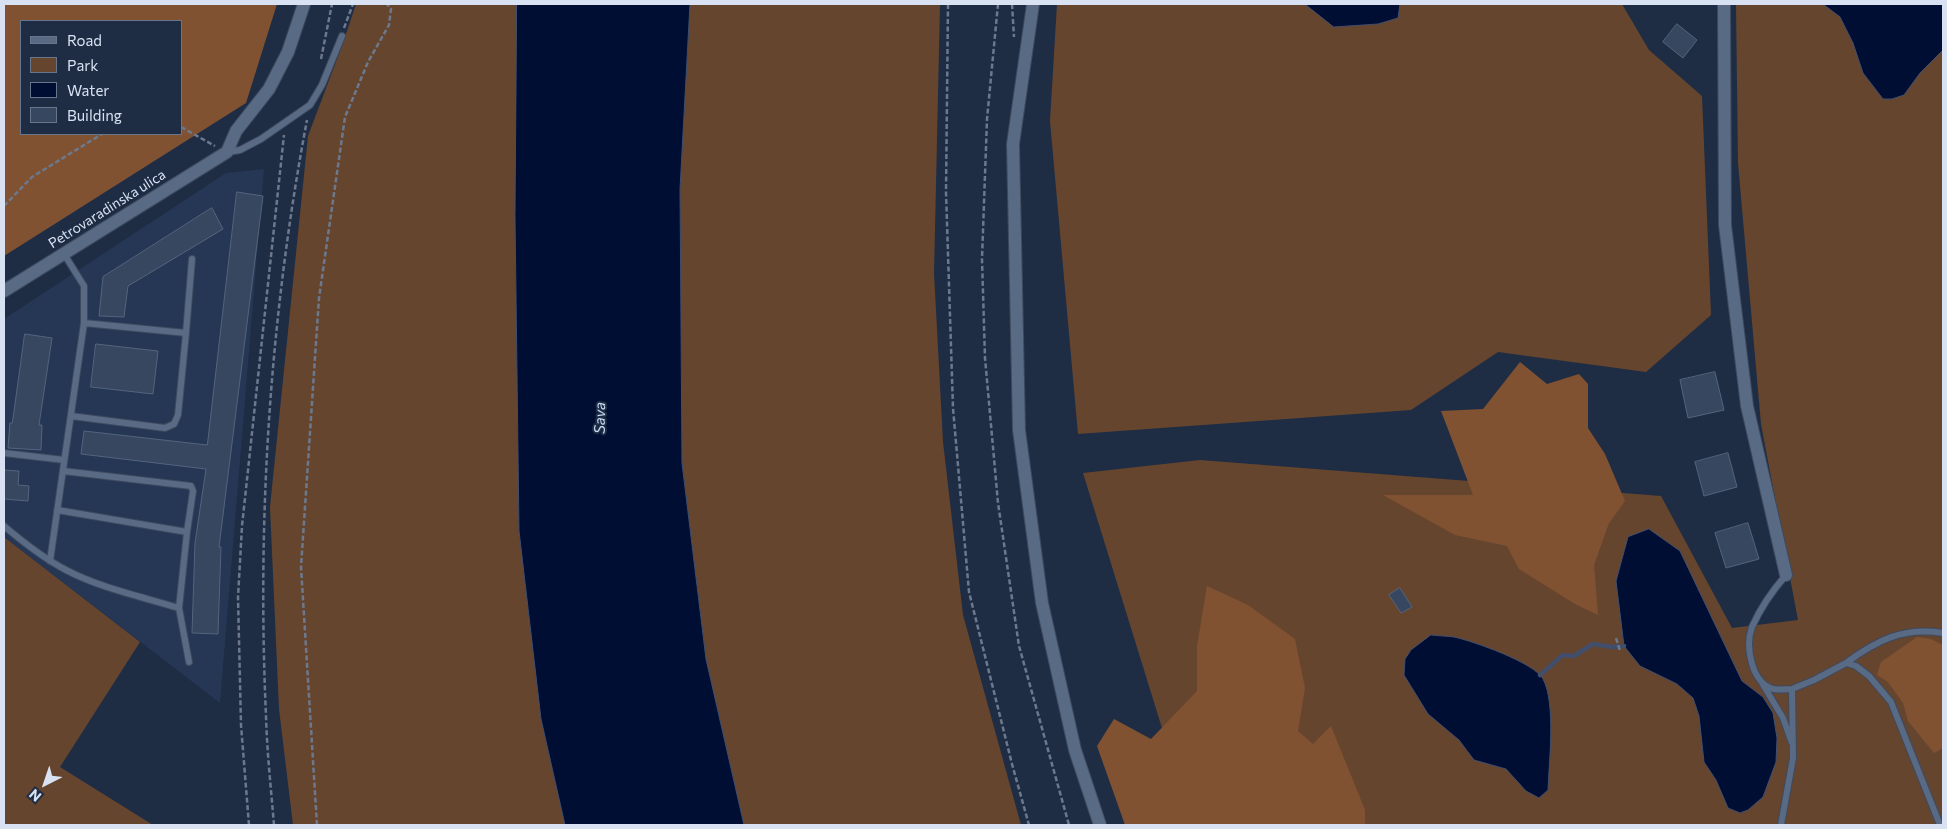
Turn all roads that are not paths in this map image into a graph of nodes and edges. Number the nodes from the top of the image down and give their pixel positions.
1 (304, 4) edge
2 (1033, 4) edge
3 (1724, 4) edge
4 (342, 36) road end
5 (227, 152) junction
6 (64, 254) junction
7 (192, 259) dead end
8 (4, 292) edge
9 (84, 323) junction
10 (186, 333) junction
11 (71, 416) junction
12 (4, 453) edge
13 (64, 460) junction
14 (63, 470) junction
15 (57, 510) junction
16 (4, 526) edge
17 (187, 532) junction
18 (50, 561) junction
19 (1786, 575) joint
20 (179, 608) junction
21 (1943, 633) edge
22 (189, 662) dead end
23 (1846, 663) junction
24 (1759, 679) junction
25 (1792, 689) junction
26 (1794, 749) junction
27 (1100, 825) edge
28 (1781, 825) edge
29 (1940, 825) edge

1 - 5 street
2 - 27 street
3 - 19 street
4 - 5 lane
5 - 6 street, Petrovaradinska ulica
6 - 8 street, Petrovaradinska ulica
6 - 9 lane
7 - 10 lane
9 - 10 lane
9 - 11 lane
10 - 11 lane
11 - 13 lane
12 - 13 lane
13 - 14 lane
14 - 15 lane
14 - 17 lane
15 - 17 lane
15 - 18 lane
16 - 18 lane
17 - 20 lane
18 - 20 lane
19 - 24 lane
20 - 22 lane
21 - 23 lane
23 - 25 lane
23 - 29 lane
24 - 25 lane
24 - 26 lane
25 - 26 lane
26 - 28 lane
○ ○ ○ ○
§ **DESCRIPTION OF THE TASK**:
Please make an exact copy of the whole listing and leave out its pictures.

§ **EXERCISE RESULT**:
Turn all roads that are not paths in this map image into a graph of nodes and edges. Number the nodes from the top of the image down and give their pixel positions.
1 (304, 4) edge
2 (1033, 4) edge
3 (1724, 4) edge
4 (342, 36) road end
5 (227, 152) junction
6 (64, 254) junction
7 (192, 259) dead end
8 (4, 292) edge
9 (84, 323) junction
10 (186, 333) junction
11 (71, 416) junction
12 (4, 453) edge
13 (64, 460) junction
14 (63, 470) junction
15 (57, 510) junction
16 (4, 526) edge
17 (187, 532) junction
18 (50, 561) junction
19 (1786, 575) joint
20 (179, 608) junction
21 (1943, 633) edge
22 (189, 662) dead end
23 (1846, 663) junction
24 (1759, 679) junction
25 (1792, 689) junction
26 (1794, 749) junction
27 (1100, 825) edge
28 (1781, 825) edge
29 (1940, 825) edge

1 - 5 street
2 - 27 street
3 - 19 street
4 - 5 lane
5 - 6 street, Petrovaradinska ulica
6 - 8 street, Petrovaradinska ulica
6 - 9 lane
7 - 10 lane
9 - 10 lane
9 - 11 lane
10 - 11 lane
11 - 13 lane
12 - 13 lane
13 - 14 lane
14 - 15 lane
14 - 17 lane
15 - 17 lane
15 - 18 lane
16 - 18 lane
17 - 20 lane
18 - 20 lane
19 - 24 lane
20 - 22 lane
21 - 23 lane
23 - 25 lane
23 - 29 lane
24 - 25 lane
24 - 26 lane
25 - 26 lane
26 - 28 lane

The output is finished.